Is it true that any solvable group admits a separable Hausdorff group topology?
Are there any published results about sufficient conditions under which
a group admits a separable Hausdorff group topology?
 A: The question is only reasonable if one assumes the groups to be Hausdorff, and also to restrict to cardinal $\le 2^c$, since any Hausdorff separable space has cardinal $\le 2^c$.
In sharp contrast to the abelian case, we have:

For every uncountable cardinal $\alpha$, there exists a 2-step nilpotent group of cardinal $\alpha$ that has no Hausdorff separable group topology. It can be chosen torsion-free, or locally finite of exponent $4$ or odd prime $p$.

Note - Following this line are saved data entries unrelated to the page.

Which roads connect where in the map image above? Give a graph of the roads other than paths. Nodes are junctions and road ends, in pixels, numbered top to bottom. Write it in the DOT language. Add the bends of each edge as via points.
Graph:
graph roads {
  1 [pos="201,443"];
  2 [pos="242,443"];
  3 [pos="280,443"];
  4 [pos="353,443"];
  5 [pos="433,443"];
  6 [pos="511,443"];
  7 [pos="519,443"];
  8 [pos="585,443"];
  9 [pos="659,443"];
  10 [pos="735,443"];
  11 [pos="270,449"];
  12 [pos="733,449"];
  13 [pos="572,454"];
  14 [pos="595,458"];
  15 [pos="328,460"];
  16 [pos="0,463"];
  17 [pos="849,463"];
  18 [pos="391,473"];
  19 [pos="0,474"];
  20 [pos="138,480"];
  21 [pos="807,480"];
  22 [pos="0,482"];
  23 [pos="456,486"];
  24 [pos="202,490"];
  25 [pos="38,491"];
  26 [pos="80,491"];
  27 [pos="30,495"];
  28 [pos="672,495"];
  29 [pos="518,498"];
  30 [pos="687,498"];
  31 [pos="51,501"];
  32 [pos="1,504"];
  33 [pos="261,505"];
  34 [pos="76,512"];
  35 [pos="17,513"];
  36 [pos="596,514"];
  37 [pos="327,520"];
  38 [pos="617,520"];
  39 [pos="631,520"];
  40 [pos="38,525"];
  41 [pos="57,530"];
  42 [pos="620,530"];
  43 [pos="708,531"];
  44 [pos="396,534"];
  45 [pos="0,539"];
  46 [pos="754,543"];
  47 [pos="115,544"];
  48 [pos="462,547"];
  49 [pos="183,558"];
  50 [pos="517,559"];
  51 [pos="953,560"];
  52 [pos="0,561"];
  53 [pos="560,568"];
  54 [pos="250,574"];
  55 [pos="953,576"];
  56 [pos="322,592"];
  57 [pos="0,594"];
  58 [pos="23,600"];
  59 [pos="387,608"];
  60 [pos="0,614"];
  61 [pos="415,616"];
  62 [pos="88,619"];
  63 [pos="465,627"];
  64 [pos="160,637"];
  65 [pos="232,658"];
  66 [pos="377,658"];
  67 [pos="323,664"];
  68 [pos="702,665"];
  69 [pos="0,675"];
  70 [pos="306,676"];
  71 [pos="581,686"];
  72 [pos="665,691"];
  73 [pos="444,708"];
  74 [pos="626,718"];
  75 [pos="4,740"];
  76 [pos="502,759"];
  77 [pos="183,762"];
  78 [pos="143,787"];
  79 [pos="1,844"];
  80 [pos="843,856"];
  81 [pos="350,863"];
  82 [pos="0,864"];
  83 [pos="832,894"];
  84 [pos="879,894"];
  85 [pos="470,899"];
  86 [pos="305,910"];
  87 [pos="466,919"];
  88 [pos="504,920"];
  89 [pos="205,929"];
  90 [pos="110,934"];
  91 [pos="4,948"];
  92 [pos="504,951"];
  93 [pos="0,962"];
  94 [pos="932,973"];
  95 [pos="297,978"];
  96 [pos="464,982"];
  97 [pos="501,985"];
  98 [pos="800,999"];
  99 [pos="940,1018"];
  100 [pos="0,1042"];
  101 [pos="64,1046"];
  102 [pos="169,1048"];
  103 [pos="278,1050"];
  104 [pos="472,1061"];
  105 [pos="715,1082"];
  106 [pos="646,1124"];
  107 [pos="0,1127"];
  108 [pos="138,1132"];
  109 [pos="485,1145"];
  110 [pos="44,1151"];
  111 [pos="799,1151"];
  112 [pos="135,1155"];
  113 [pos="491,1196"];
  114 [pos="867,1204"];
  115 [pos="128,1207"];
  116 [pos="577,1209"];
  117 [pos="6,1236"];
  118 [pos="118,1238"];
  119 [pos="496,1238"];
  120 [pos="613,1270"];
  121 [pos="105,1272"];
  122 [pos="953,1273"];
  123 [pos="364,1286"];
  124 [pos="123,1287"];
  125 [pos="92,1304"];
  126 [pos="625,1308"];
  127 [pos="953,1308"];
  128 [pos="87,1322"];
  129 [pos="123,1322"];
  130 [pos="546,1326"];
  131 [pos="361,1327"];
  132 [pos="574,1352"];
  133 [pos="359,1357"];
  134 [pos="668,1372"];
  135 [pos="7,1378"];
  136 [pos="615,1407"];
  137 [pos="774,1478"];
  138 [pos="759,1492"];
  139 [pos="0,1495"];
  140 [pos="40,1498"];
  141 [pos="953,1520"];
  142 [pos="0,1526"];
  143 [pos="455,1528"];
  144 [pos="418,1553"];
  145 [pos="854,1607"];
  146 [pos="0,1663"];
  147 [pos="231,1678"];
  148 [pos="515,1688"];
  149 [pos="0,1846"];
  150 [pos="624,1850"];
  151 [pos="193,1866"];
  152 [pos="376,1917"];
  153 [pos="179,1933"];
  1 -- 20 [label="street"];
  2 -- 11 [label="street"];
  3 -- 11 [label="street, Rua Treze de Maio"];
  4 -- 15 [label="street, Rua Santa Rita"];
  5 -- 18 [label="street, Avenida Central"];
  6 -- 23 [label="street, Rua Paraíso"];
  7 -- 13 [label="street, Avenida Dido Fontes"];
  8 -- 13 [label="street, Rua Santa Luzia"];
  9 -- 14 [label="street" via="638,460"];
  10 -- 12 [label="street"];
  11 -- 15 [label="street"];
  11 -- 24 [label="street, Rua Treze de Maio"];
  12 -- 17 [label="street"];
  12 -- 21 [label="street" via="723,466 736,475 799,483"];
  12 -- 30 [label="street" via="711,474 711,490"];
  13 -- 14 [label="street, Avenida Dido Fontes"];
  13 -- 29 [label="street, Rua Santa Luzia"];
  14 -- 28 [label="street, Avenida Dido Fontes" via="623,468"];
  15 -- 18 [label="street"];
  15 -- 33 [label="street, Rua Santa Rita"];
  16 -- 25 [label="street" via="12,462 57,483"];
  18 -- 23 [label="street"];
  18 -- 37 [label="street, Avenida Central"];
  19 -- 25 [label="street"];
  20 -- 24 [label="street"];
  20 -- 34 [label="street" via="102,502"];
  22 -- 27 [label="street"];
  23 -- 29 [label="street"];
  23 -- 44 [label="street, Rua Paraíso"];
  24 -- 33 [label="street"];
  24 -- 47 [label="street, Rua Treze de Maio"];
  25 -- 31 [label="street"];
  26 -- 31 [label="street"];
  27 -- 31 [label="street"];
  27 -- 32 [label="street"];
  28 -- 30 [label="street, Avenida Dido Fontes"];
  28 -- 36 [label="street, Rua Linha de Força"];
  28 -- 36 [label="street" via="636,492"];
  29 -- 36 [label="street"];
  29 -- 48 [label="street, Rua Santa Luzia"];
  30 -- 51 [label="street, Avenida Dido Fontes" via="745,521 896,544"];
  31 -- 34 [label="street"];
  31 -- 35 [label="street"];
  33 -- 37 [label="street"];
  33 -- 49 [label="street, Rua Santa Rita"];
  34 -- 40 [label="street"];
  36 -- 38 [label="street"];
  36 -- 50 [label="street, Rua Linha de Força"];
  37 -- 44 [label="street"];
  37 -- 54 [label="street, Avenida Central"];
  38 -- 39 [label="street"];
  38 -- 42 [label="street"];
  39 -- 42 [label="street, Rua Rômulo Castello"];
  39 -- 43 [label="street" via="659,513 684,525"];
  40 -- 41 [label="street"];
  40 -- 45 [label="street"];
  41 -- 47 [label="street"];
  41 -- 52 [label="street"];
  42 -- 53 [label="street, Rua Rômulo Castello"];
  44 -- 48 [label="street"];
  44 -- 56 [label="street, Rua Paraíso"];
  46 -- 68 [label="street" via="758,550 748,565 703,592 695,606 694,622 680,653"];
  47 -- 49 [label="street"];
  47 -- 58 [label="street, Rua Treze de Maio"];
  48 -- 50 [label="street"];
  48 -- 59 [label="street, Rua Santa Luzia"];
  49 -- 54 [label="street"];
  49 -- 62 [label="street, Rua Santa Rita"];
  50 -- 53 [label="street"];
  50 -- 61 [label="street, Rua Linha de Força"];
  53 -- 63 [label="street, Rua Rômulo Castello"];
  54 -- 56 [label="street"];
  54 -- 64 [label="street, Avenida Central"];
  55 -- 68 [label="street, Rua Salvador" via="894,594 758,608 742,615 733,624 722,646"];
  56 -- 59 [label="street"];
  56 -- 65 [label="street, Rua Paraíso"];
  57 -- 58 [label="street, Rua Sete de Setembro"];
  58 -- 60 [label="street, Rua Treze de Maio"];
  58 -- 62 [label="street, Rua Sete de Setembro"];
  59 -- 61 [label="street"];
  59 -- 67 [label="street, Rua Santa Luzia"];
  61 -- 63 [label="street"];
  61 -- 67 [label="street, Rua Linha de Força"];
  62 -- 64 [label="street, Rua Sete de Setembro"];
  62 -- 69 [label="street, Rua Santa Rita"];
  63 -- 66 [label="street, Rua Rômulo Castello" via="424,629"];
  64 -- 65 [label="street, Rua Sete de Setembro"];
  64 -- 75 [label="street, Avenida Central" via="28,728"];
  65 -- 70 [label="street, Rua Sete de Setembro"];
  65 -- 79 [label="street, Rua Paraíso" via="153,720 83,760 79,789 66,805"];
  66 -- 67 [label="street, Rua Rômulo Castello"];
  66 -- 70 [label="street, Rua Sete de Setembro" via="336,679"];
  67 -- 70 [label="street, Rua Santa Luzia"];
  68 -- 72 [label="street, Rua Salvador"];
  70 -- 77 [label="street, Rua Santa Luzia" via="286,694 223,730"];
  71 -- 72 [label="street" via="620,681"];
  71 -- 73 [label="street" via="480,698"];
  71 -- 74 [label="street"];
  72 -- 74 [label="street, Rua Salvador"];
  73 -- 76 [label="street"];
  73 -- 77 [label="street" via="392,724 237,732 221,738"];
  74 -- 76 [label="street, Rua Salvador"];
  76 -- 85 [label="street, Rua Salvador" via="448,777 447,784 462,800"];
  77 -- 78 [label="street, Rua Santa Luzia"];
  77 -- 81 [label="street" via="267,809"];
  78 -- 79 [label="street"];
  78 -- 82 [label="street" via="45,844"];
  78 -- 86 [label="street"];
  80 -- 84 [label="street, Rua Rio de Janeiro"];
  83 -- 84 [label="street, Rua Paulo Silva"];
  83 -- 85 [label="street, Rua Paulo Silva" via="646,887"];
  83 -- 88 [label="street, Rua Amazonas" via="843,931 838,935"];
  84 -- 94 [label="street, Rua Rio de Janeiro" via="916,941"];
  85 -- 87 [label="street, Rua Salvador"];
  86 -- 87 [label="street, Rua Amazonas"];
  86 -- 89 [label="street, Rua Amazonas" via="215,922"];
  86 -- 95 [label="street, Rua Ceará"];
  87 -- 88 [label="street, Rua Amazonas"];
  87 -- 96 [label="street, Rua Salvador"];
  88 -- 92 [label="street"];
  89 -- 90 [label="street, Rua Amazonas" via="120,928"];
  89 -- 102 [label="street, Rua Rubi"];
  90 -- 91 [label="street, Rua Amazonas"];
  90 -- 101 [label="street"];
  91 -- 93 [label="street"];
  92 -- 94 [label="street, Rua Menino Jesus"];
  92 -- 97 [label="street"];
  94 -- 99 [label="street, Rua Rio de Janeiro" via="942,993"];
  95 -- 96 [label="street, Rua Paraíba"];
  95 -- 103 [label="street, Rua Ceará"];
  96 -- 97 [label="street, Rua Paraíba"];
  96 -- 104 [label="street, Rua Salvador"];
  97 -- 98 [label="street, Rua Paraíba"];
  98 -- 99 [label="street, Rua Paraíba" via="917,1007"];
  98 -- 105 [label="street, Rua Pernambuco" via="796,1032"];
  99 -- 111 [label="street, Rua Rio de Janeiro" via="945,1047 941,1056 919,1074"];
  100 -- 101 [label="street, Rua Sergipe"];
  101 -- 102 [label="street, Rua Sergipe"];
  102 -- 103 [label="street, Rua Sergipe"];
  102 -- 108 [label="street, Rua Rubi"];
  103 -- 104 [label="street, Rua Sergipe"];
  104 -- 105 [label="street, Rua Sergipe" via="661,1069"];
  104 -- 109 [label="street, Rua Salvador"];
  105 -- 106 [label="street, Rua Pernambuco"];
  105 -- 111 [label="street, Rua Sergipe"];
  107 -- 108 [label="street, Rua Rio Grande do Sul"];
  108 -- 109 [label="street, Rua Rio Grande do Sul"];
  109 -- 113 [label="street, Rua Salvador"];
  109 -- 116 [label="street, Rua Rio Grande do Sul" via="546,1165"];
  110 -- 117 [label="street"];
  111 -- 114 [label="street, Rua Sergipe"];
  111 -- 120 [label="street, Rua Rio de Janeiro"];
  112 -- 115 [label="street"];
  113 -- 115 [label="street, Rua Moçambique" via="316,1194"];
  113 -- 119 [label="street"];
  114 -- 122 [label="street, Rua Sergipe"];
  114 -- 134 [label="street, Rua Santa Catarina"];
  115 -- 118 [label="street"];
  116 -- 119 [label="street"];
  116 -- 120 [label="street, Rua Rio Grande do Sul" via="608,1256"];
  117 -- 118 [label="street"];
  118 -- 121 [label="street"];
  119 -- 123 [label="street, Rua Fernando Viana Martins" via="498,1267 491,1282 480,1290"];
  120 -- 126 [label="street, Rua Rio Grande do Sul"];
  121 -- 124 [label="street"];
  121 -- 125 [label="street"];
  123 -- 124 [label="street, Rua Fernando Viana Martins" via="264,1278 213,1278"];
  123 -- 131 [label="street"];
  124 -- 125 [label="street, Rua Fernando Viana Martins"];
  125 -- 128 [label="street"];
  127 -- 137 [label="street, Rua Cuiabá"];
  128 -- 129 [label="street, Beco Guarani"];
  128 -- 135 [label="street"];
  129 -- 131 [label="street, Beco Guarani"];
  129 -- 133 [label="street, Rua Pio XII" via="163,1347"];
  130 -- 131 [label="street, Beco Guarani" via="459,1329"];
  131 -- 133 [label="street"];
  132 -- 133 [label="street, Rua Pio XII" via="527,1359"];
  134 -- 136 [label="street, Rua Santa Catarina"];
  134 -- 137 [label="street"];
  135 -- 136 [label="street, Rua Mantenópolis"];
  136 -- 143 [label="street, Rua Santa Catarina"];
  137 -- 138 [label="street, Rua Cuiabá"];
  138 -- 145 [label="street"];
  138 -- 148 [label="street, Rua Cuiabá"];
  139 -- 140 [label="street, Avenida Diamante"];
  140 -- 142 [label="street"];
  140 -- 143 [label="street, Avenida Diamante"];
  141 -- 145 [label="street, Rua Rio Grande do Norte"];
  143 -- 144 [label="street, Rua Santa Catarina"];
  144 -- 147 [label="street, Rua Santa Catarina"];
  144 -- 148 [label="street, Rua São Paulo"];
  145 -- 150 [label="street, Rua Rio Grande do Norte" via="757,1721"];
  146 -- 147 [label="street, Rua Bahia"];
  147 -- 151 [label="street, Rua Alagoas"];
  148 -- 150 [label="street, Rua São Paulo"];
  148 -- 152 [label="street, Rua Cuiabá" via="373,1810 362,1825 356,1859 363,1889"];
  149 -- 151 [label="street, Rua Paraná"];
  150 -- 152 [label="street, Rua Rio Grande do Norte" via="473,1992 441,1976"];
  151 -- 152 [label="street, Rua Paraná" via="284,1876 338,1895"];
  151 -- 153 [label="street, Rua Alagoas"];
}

Indeed, fix a countable (possibly finite) non-abelian 2-step nilpotent group $F$ (e.g., of exponent 4 or odd $p$, or torsion-free). Let $G$ be the group $F^{(\alpha)}$: the subgroup of $F^\alpha$ of finitely supported families. It has cardinal $\alpha$. It has the property that every countable subset has a non-abelian centralizer.
On the other hand, on a Hausdorff topological group, if $D$ is a dense subset, then the centralizer of $D$ is equal to the center, and thus is abelian; in particular if a group $H$ admits a Hausdorff separable group topology, then it has a countable subset with abelian centralizer. So $G$ has no such topology.